Siyasi partilerin, görüşleri doğrultusunda referandum kampanyalarını yürüttüğünü hatırlatan Kurtulmuş, şöyle devam etti:
"İyi kötü, fazla eksik, herkes görüşlerini ortaya koydu. Kampanya sırasında bazen kampanyanın gereklerini de aşarak maksadını aşan sözler de ifade edildi. Bunların hepsi geride kaldı. Ama bu kampanyada geneli itibarıyla baktığımız zaman, son derece barışçıl, demokratik ve herkesin dilediğini dilediği şekilde ifade edebildiği açık ve şeffaf bir seçim kampanyasının yürütülmüş olması da Türkiye demokrasisi için önemli bir kazanımdır. Bundan dolayı başta siyasi partilerin liderleri ve mensupları olmak üzere, kampanyaya evet ya da hayır cephesinde destek veren herkese teşekkürü bir borç biliriz."
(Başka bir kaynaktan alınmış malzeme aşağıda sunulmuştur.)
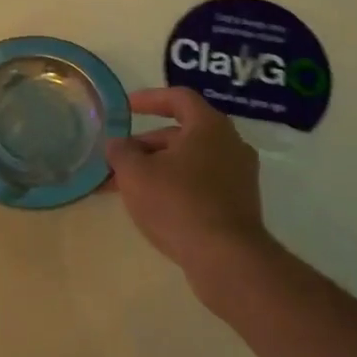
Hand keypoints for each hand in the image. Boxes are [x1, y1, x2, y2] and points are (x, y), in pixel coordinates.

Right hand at [105, 88, 273, 284]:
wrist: (226, 259)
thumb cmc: (178, 203)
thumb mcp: (135, 173)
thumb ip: (121, 152)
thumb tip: (117, 144)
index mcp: (209, 126)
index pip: (178, 98)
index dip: (149, 99)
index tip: (125, 108)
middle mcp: (230, 144)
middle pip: (182, 133)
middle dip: (146, 145)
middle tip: (117, 160)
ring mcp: (238, 176)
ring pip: (189, 162)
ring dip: (157, 169)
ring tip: (125, 187)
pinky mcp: (239, 205)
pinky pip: (201, 185)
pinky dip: (175, 187)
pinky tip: (152, 207)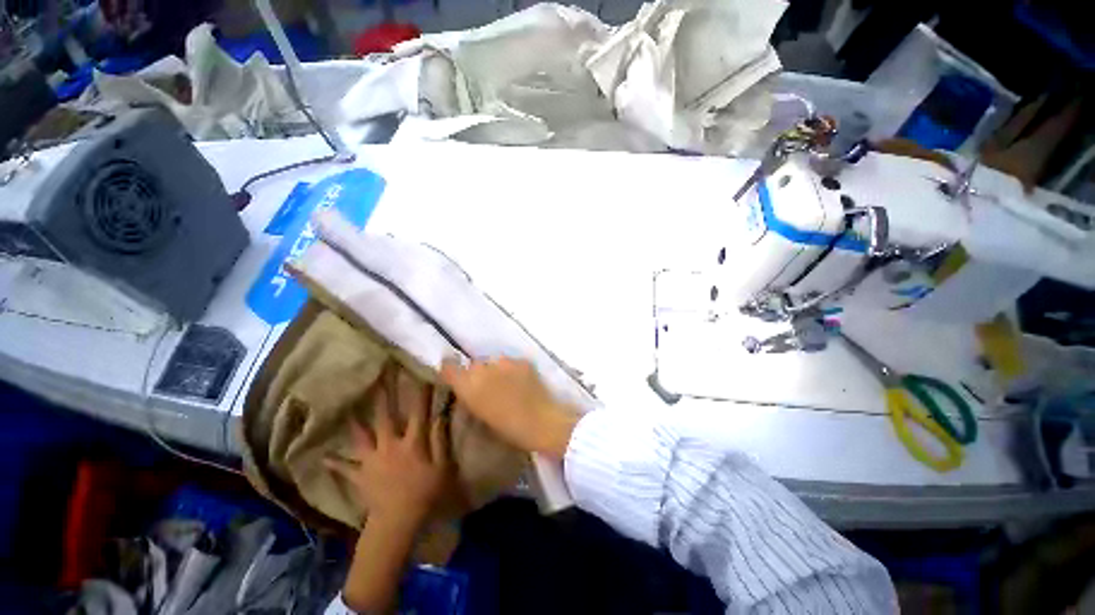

"TÜRK DEMOKRASİSİ İÇİN BÜYÜK BİR ZAFER"
Referanduma sunulan anayasa değişikliğinin tamamen sivil irade ile ortaya konulduğunun da altını çizen Kurtulmuş, bunun Türk demokrasisi için büyük bir zafer olduğunu vurguladı. Numan Kurtulmuş, şunları söyledi:
"Türkiye'de ne zaman anayasa değişiklikleri mevzu bahis olsa milli irade bir tarafa bırakılır, anayasa değişiklikleri ya dipçiklerin zoruyla ya paletlerin şakırtıları arasında gerçekleşir. Çok şükür bu anayasa referandumu tamamiyle halkın katılımıyla hiçbir baskı, hiçbir şekilde askerin gölgesi, vesayet odaklarının tazyik ve zorlaması olmadan yani millet iradesinin dışında hiçbir irade ortaya çıkmadan sonuçlanmıştır. Bu anlamda milletimizin iradesine hepimiz saygı duymak zorundayız. Sandıktan çıkan sonuca, bu sivil iradenin ortaya koyduğu sonuca hepimiz saygı göstermek mecburiyetindeyiz."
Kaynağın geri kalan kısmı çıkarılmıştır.